McConnell claims "victory", McCain "respects" Court decision
One of the more interesting senatorial rivalries of the last decade was on full display today in a key Supreme Court ruling, with Chief Justice John Roberts deciding for a 5-4 majority that restrictions on corporate- and labor-financed ads attacking candidates by name was unconstitutional.
Senate Minority Leader Mitch McConnell (R-Ky.), a longtime opponent of restrictions on campaign spending, trumpeted the ruling as a huge victory for free speech advocates. And Sen. John McCain (R-Ariz.), co-author of the bill at the center of the ruling, claimed symbolic victory because the most critical portion of the legislation -- banning House members, senators and their respective party campaign committees from raising these unlimited donations - was still intact.
"Americans have a constitutionally protected right to hold their elected representatives accountable and, I hope, with this important decision, we can begin to undo the stranglehold that campaign finance legislation has placed on political debate," McConnell said in a statement issued less than an hour after the ruling hit.
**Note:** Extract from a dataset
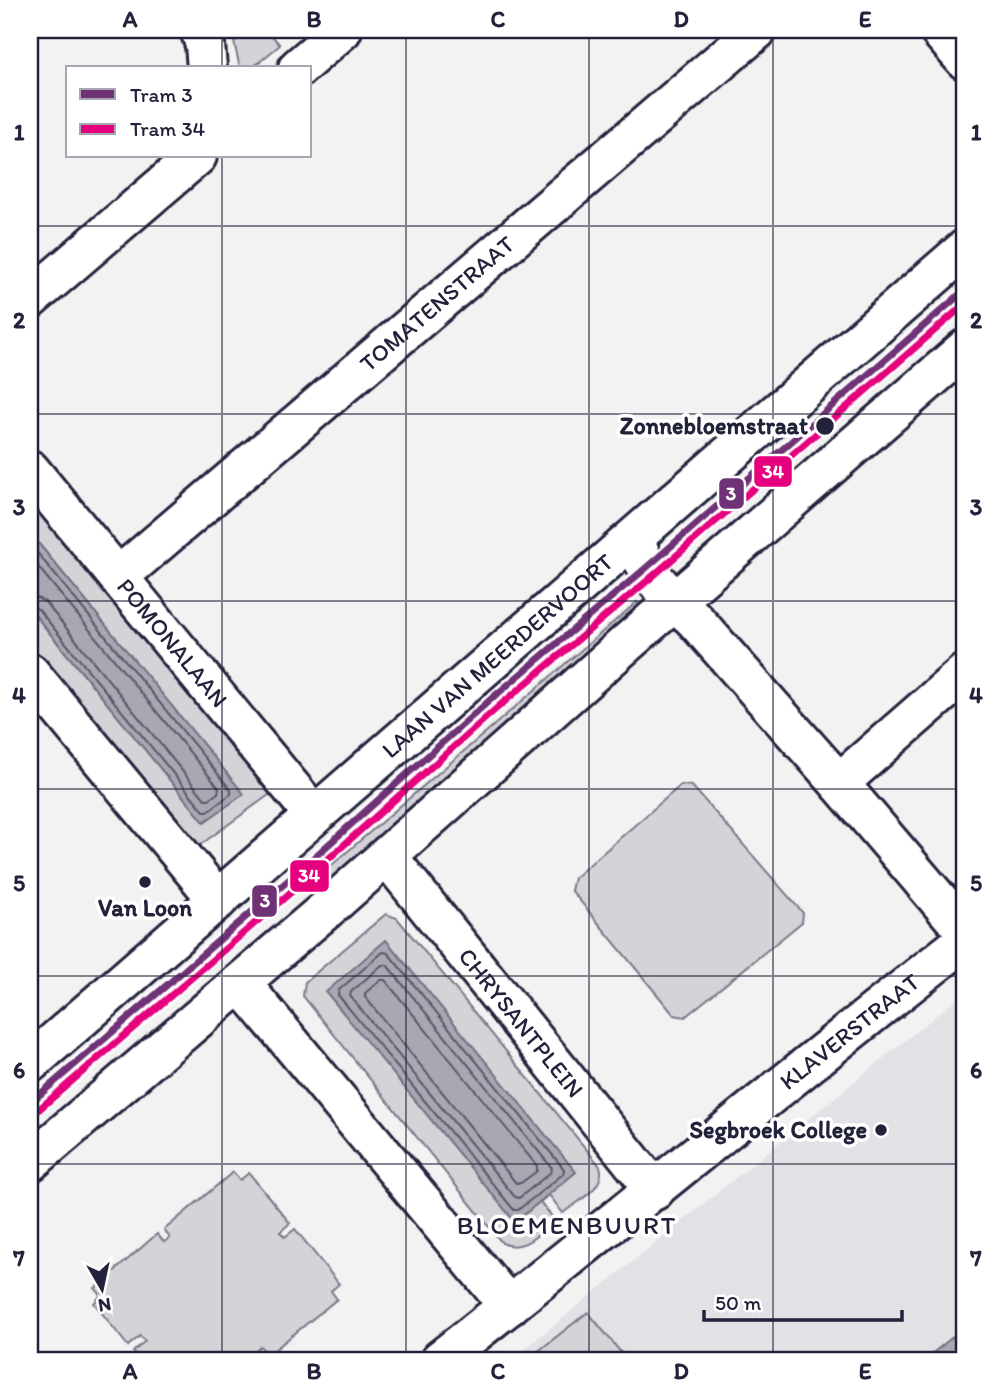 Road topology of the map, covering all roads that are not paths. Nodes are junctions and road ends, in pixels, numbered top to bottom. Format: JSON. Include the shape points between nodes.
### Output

"While I respect their decision in this matter, it is regrettable that a split Supreme Court has carved out a narrow exception by which some corporate and labor expenditures can be used to target a federal candidate in the days and weeks before an election," McCain said in a statement issued by his presidential campaingn.
McConnell and McCain have been rivals dating back to at least the 1997 and 1998 effort to pass a federal settlement to the massive number of tobacco-related lawsuits, an effort led by McCai, who was then chairman of the Commerce committee. McConnell, whose Kentucky tobacco interests opposed the legislation, played the key role in blocking the bill.
And throughout the late 1990s McConnell, who chaired the National Republican Senatorial Committee for four years, blocked McCain's efforts to outlaw unlimited, six- and seven-figure checks from corporations, unions and other special interests. McCain and Sen. Russell Feingold (D-Wis.) eventually succeeded in getting that bill signed into law, taking effect after the 2002 elections.
But McConnell, McCain and Senate Democrats struck a deal allowing them to receive pro bono legal help in the court fights to follow. The Bluegrass State senator filed a lawsuit arguing for a complete repeal of the law, which led to the Supreme Court upholding most of the provisions. While an anti-abortion group from Wisconsin was the lead plaintiff in today's ruling, McConnell weighed in with an amicus brief with the Supreme Court saying "grassroots lobbying ads" should not be restricted just before an election - "when constituents are most receptive to political ads" - regardless of who finances them.
The McConnell-McCain battle from the tobacco fight also spilled into the campaign finance dispute. The Arizonan filed motions during the legal fight over McCain-Feingold accusing McConnell of arguing behind closed doors in the late 1990s that big tobacco companies had given huge sums to the NRSC and other GOP senators, urging leniency to the industry because of those large donations.
As the Federal Election Commission was implementing the new law in 2003, a British scholar submitted his thesis - about the American campaign finance system - to the FEC for consideration during the public comment period. It included sometimes vicious on-the-record quotes from legal counsels aligned with McConnell accusing McCain's lawyer, Trevor Potter, of "going native" when he became an FEC commissioner in the 1990s because he favored restrictions on campaign finances.
In recent years McCain and McConnell have gotten along fine, and this year McCain has been a loyal soldier to his party's leadership and the White House, working feverishly for President Bush on the two most controversial issues of the day: the Iraq war and immigration reform.
Both men, if asked, deflect any hint of animosity toward each other. Still, as McCain continues ahead with his campaign for the GOP nomination, he was dealt another small defeat today.
And if later this year, just before the Iowa caucuses, McCain gets hit with some attack ads financed by corporate chieftains opposed to his campaign, he'll have McConnell to thank for those ads.